In der Pressemitteilung der Uni heißt es etwa:

  • „Viele nutzen die Google-Internetsuche weitgehend unkritisch und wissen nur wenig darüber, wie Trefferlisten zustande kommen und wodurch diese beeinflusst werden.“
  • Und: „Der Großteil der Befragten bewertet die eigene Kompetenz im Umgang mit Suchmaschinen als gut, schneidet in einem formalen Wissenstest über die Funktionsweise von Google aber schlecht ab.“

Seit Jahren schule ich Journalisten in den Strategien und Werkzeugen der Internet-Recherche (unter anderem für die ARD-ZDF-Medienakademie). Und in den Workshops zeigt sich tatsächlich, dass auch viele Journalisten wenig über die Funktionsweise von Suchmaschinen wissen. Übrigens sind junge, angeblich Internet-affine Volos oft nicht besser. Dabei gehört es zu dem Berufsbild, Informationen zu sammeln, zu bewerten und zu bündeln. Und die kommen immer öfter aus dem Netz. Für viele Journalistinnen und Journalisten ist Google der Startpunkt für jede Recherche.

Ich frage die TeilnehmerInnen am Anfang immer, was sie über Google, Bing und Co. wissen. Folgende Punkte werden immer wieder genannt:

  • Google findet alle Dokumente, die im Netz stehen
  • Unternehmen können mit Geld ihr Ranking beeinflussen
  • Google zensiert nicht
  • Google durchsucht das Internet in dem Moment, in dem ich ein Suchbegriff eingebe und auf „Suchen“ klicke
  • Wenn ich in München nach dem Wort „Pizza“ suche, kommen die gleichen Ergebnisse wie in Hamburg
  • Die Anzahl der Suchtreffer, die Google angibt, stehen für Relevanz („Lady Gaga hat mehr Suchergebnisse als Angela Merkel – also ist sie wichtiger!“)
  • Google ist gefährlich – und am liebsten würde ich es gar nicht mehr nutzen

Unwissenheit erzeugt Angst

Der letzte Punkt fasst ziemlich gut zusammen, was ein Jahrzehnt hysterische Google/Datenschutz-Berichterstattung angerichtet hat. Nämlich dass es bei dem Thema nicht um Wissen und Funktionsweise von Suchmaschinen geht, sondern ums Bauchgefühl.

Ich bin der letzte der Google in Schutz nimmt (siehe dazu u.a. meinen Beitrag über Google Fiber).
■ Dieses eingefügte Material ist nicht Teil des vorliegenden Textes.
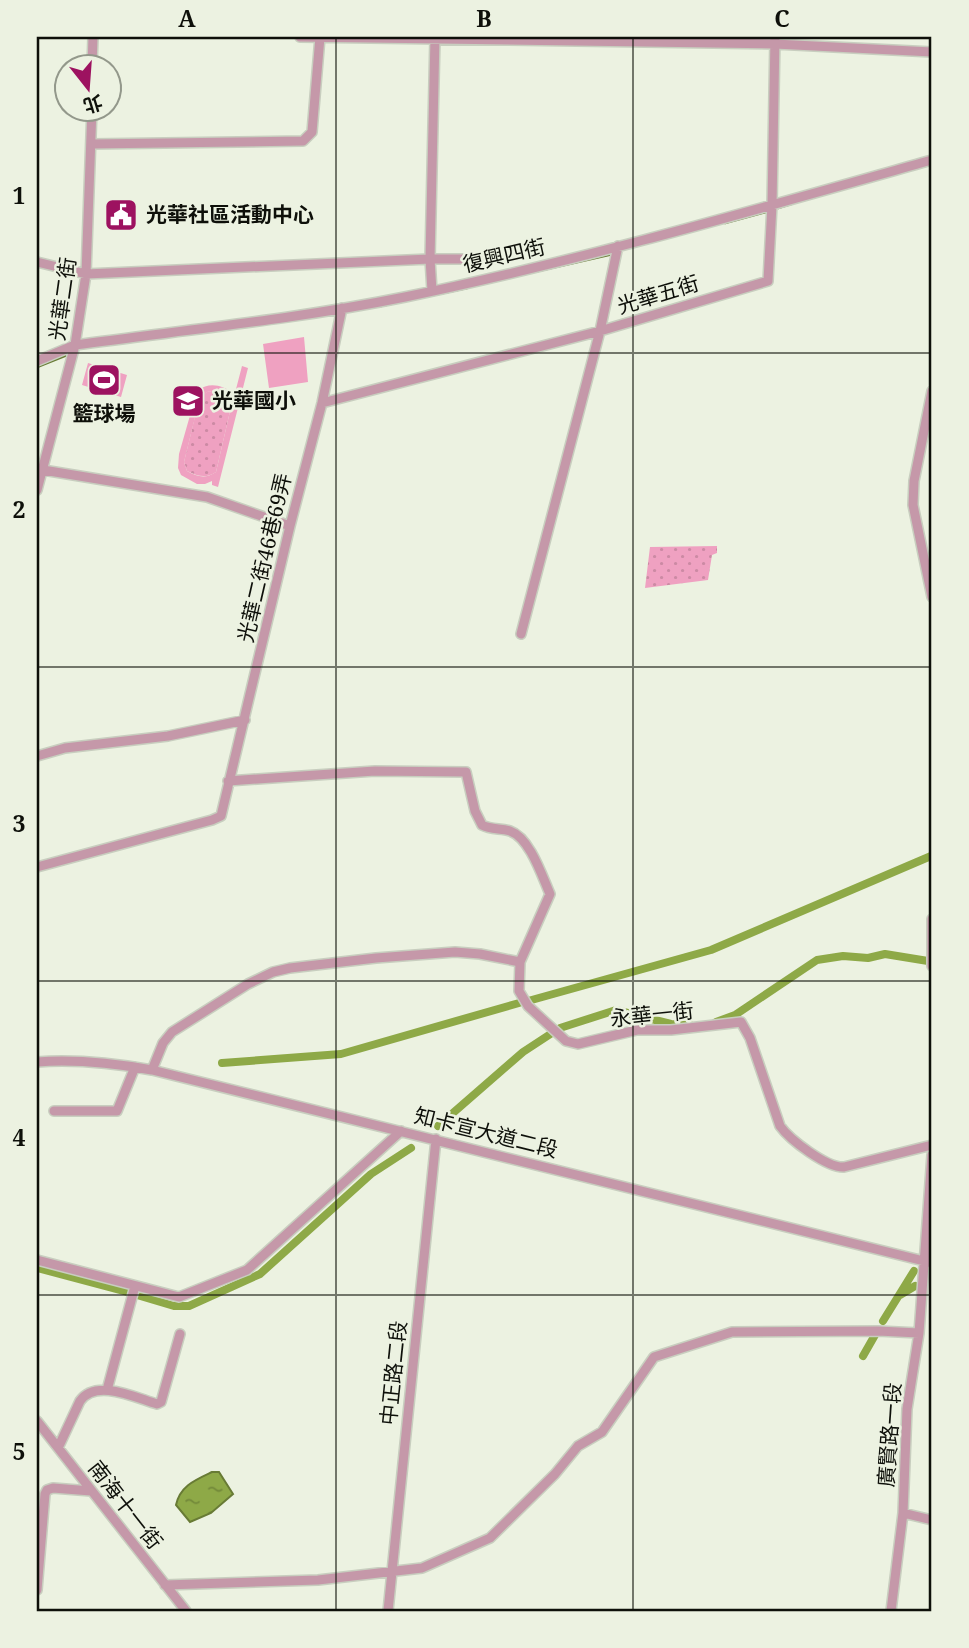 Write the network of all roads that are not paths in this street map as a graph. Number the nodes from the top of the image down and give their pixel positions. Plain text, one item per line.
1 (300, 37) edge
2 (320, 37) edge
3 (435, 38) edge
4 (775, 41) edge
5 (932, 52) edge
6 (92, 122) edge
7 (91, 144) junction
8 (932, 160) edge
9 (772, 205) junction
10 (618, 246) junction
11 (430, 259) junction
12 (507, 259) dead end
13 (37, 262) edge
14 (86, 274) junction
15 (432, 291) junction
16 (342, 308) junction
17 (600, 331) junction
18 (75, 345) junction
19 (37, 361) edge
20 (932, 391) edge
21 (321, 403) junction
22 (927, 445) edge
23 (43, 470) junction
24 (37, 490) edge
25 (289, 526) junction
26 (932, 597) edge
27 (522, 634) dead end
28 (245, 720) junction
29 (37, 756) edge
30 (228, 781) junction
31 (37, 867) edge
32 (932, 919) edge
33 (520, 962) junction
34 (932, 966) edge
35 (37, 1062) edge
36 (135, 1067) junction
37 (152, 1070) junction
38 (54, 1111) dead end
39 (401, 1131) junction
40 (436, 1139) junction
41 (932, 1145) edge
42 (932, 1155) edge
43 (37, 1260) edge
44 (928, 1262) edge
45 (135, 1286) junction
46 (919, 1333) junction
47 (180, 1334) dead end
48 (107, 1390) junction
49 (37, 1421) edge
50 (58, 1448) junction
51 (92, 1491) junction
52 (902, 1513) junction
53 (932, 1520) edge
54 (392, 1573) junction
55 (165, 1585) junction
56 (37, 1590) edge
57 (186, 1611) edge
58 (388, 1611) edge
59 (891, 1611) edge

1 - 2 street
2 - 3 street
2 - 7 street
3 - 4 street
3 - 11 street
4 - 5 street
4 - 9 street, 光華五街
6 - 7 street, 光華二街
7 - 14 street, 光華二街
8 - 9 street, 復興四街
9 - 10 street, 復興四街
9 - 17 street, 光華五街
10 - 15 street, 復興四街
10 - 17 street
11 - 12 street
11 - 14 street
11 - 15 street
13 - 14 street
14 - 18 street, 光華二街
15 - 16 street, 復興四街
16 - 18 street, 復興四街
16 - 21 street, 光華二街46巷69弄
17 - 21 street, 光華五街
17 - 27 street
18 - 19 street, 復興四街
18 - 23 street, 光華二街
20 - 22 street
21 - 25 street, 光華二街46巷69弄
22 - 26 street
23 - 24 street, 光華二街
23 - 25 street
25 - 28 street, 光華二街46巷69弄
28 - 29 street
28 - 30 street, 光華二街46巷69弄
30 - 31 street, 光華二街46巷69弄
30 - 33 street, 永華一街
32 - 34 street
33 - 37 street
33 - 41 street, 永華一街
35 - 36 street, 知卡宣大道二段
36 - 37 street, 知卡宣大道二段
36 - 38 street
37 - 39 street, 知卡宣大道二段
39 - 40 street, 知卡宣大道二段
39 - 45 street
40 - 44 street, 知卡宣大道二段
40 - 54 street, 中正路二段
42 - 44 street, 廣賢路一段
43 - 45 street
44 - 46 street, 廣賢路一段
45 - 48 street
46 - 52 street, 廣賢路一段
46 - 54 street
47 - 48 street
48 - 50 street
49 - 50 street, 南海十一街
50 - 51 street, 南海十一街
51 - 55 street, 南海十一街
51 - 56 street
52 - 53 street
52 - 59 street, 廣賢路一段
54 - 55 street
54 - 58 street, 中正路二段
55 - 57 street, 南海十一街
Klar, lässt sich darüber streiten, was der weltgrößte Werbekonzern (das ist Google nämlich aus) mit meinen Daten heute und vor allem in 20, 30, 40 Jahren anstellen wird. Aber das geht nur, wenn neben den Gefühlen auch die technischen Hintergründe und Funktionsweise bekannt sind.

Komische Forderung: Der Staat soll Google stärker regulieren

Deshalb stimme ich auch nicht mit der Schlussfolgerung von Birgit Stark, Dieter Dörr und Stefan Aufenanger überein: „Angesichts der mangelnden Suchmaschinenkompetenz vieler Internetnutzer sehen die Autoren der interdisziplinären Studie “Die Googleisierung der Informationssuche” die Notwendigkeit, Suchmaschinen stärker als bisher medienrechtlich zu regulieren“, schreiben sie in der Zusammenfassung der Studie.

Das verstehe ich nicht. Weil die Nutzerinnen und Nutzer nicht wissen wie es geht, soll der Staat regulierend eingreifen? Wirklich? Vergeben Sie mir den platten Vergleich, aber: Auf dem Aktien- und Derivate-Markt darf jeder Depp mitspekulieren. Dort blickt auch kein Normalmensch durch. Und wie das Geschäftsjahr 208/2009 gezeigt hat, ist er erwiesenermaßen längst nicht ausreichend reguliert.

octopus vulgaris

Das ist sie wieder, die Datenkrake. Das Foto steht unter einer CC-By-NC-SA 2.0 Lizenz Joachim S. Müller – dem besten Krakenfotografen bei Flickr.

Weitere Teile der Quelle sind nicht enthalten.